I guess there's an element where I've worked with really great directors for whom theater has saved their life. And that passion for its humanity -- for the idea of theater being a place where we can be very human with each other -- is something that I've retained and I always aspire to in the theater. The idea that it's about people communicating; there's no tricks, there's no cinema, it's just us. We're all in the same room breathing together, and if it all works out, we'll all end up having the same heart-rate at the end of the show.

Were you saddled with handling the female point of view on the show and the female characters or was that shared?

SUSAN COYNE: Oh it was definitely shared. Martha Burns, who plays Ellen, is one of my closest friends. We've known each other a long time, we grew up in Winnipeg together, so I loved coming up with storylines for her, like Ellen getting audited. But we all wrote the Ellen character and we all wrote the Anna character.

I loved aspects of Anna, but the boys, actually, I think loved Anna even more. They loved putting her in these terrible situations. The scene where she had to have sex, Mark wanted it to be really explicit and hardcore, and I finally said, "Look, guys, it's me playing the part. So let's just re-think this, shall we?"

And that's when Bob said, "Well, we could do it in the dark." I said "That sounds very good."

Do you have any special or favorite moments from the series?

SUSAN COYNE: I loved everything to do with Bill Hutt in the third season. I was in a production of King Lear with him, at Stratford in the young company, and he is a hero of mine. He's gone now, and his Lear was never filmed. So to get the little bit that we get of him, doing the great speeches, that I feel proudest of, actually.

That is the most important thing to me about the series: that we got him. We always wanted him; we wanted him in the second season and he wasn't available. But we got him in the third season. And then within 18 months he had died. So it was amazing. He was such a wonderful guy and he threw himself into it. I loved that.

Other than that, there was a tiny moment, backstage in the second season, between Geoffrey and Ellen, where they're watching Romeo and Juliet. And Ellen says, "I hate this play." I must say, watching Romeo and Juliet as a middle-aged person, you watch it and you think, "I hate this play." I mean, I love it of course, but you're in such a different headspace from the first time you played it, you can't help thinking, "What, are you nuts?"

What did you take away from the Slings & Arrows experience?

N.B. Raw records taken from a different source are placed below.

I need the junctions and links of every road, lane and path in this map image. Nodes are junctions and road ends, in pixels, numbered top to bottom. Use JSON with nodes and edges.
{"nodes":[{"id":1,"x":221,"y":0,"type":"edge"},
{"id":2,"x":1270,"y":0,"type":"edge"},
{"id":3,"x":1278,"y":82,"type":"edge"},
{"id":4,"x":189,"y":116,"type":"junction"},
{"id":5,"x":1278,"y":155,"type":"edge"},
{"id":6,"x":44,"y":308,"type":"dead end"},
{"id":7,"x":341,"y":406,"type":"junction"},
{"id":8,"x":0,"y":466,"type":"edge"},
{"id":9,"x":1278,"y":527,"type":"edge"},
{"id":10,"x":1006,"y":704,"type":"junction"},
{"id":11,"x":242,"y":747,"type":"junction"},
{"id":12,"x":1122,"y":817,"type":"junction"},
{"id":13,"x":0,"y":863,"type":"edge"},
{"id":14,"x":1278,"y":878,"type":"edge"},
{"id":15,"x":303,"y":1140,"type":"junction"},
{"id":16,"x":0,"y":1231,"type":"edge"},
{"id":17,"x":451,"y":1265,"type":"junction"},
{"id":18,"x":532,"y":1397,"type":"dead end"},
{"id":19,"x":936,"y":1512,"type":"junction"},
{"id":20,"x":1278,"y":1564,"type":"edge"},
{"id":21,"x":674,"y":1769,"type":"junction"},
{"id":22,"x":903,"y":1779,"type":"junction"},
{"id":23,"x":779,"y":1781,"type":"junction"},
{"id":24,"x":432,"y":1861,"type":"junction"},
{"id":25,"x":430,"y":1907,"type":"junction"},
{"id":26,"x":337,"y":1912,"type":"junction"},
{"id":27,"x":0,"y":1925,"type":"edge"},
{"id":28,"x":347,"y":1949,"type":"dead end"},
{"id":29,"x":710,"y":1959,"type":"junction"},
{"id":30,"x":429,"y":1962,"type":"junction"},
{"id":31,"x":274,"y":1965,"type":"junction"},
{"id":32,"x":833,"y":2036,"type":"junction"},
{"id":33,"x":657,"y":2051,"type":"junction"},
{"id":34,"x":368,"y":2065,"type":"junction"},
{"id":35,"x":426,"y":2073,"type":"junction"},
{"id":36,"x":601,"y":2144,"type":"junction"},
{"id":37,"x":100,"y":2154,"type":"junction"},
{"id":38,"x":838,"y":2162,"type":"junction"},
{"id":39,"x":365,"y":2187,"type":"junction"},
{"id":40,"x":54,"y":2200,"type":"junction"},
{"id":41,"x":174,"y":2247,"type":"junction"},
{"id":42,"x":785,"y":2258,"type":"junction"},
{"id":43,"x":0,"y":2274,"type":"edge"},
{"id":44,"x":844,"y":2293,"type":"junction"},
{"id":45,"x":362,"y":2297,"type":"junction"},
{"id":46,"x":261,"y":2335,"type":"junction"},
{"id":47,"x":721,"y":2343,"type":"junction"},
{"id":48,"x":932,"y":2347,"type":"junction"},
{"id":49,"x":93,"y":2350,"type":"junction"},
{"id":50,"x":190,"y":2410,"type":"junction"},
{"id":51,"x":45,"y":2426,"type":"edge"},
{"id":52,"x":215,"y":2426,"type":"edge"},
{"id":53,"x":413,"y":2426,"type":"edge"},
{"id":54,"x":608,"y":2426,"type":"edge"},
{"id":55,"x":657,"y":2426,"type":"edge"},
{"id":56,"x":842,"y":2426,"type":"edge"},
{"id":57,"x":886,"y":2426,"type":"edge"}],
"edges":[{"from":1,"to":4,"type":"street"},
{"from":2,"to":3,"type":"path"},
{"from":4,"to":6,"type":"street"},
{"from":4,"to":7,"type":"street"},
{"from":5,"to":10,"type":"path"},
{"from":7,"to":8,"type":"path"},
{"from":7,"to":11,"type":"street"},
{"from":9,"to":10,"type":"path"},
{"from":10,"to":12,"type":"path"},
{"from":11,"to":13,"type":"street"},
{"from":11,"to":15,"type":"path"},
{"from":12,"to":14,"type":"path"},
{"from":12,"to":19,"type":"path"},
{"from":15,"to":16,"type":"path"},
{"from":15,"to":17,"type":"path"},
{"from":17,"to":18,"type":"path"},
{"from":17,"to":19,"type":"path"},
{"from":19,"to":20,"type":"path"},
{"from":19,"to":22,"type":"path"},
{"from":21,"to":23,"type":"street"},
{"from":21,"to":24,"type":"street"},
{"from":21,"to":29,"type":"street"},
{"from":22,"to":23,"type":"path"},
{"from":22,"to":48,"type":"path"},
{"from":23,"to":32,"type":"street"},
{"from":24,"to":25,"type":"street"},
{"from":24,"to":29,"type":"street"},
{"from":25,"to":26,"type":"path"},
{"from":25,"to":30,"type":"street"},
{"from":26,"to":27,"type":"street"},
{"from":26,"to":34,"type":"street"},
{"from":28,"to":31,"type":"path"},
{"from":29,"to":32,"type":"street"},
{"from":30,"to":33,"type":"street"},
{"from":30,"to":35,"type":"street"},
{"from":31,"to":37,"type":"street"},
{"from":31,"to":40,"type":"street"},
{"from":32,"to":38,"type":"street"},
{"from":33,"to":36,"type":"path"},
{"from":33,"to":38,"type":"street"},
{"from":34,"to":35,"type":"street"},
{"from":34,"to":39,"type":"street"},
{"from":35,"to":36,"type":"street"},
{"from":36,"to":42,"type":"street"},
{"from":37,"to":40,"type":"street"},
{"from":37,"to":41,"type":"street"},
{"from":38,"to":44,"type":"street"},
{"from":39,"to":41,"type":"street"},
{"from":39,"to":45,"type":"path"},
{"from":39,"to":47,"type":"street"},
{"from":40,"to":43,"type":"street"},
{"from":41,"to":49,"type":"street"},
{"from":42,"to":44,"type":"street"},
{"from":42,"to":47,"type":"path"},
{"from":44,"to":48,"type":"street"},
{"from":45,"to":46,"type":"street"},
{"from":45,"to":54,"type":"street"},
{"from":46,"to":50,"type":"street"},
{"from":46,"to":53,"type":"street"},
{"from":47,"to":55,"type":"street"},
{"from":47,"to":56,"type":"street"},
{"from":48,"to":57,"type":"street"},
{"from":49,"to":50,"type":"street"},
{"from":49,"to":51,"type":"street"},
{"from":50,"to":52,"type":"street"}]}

SUSAN COYNE: I learned a lot from working with two other people whose sensibilities were similar to mine, but who also pushed me ways into places I otherwise never would have gone. Although we fought a lot at the beginning, we got into a place where it was much easier to say, "Here's a sketch of the scene, but you should write it because you have that voice down better." It became very respectful -- and although there were still fights, they were good fights; not pulling in different directions, but creative fights -- where you just knew that the other person, it was just their thing and they could write it better. And you knew that when it came time to take over another scene, they would say, "You should have a go at that."

I think that's hard to replicate, when you have developed a working relationship like that with people.

As for the acting, that was more intimidating. Film is socially so different from theater. You don't have an audience; the only person who's actually watching your performance is the director, because everyone else is watching other things, like how your scarf is tied. So I found that a bit intimidating.

But there was a very collegial feeling, and we had so many theater actors coming onto the set, and so it felt much more about the work than it usually does. That was very freeing for me, because I've always felt that I'm very uptight on the set and never felt very free. And so to be with this wonderful team, on a series that you created yourself, playing this lovely character was wonderful. I adored playing Anna.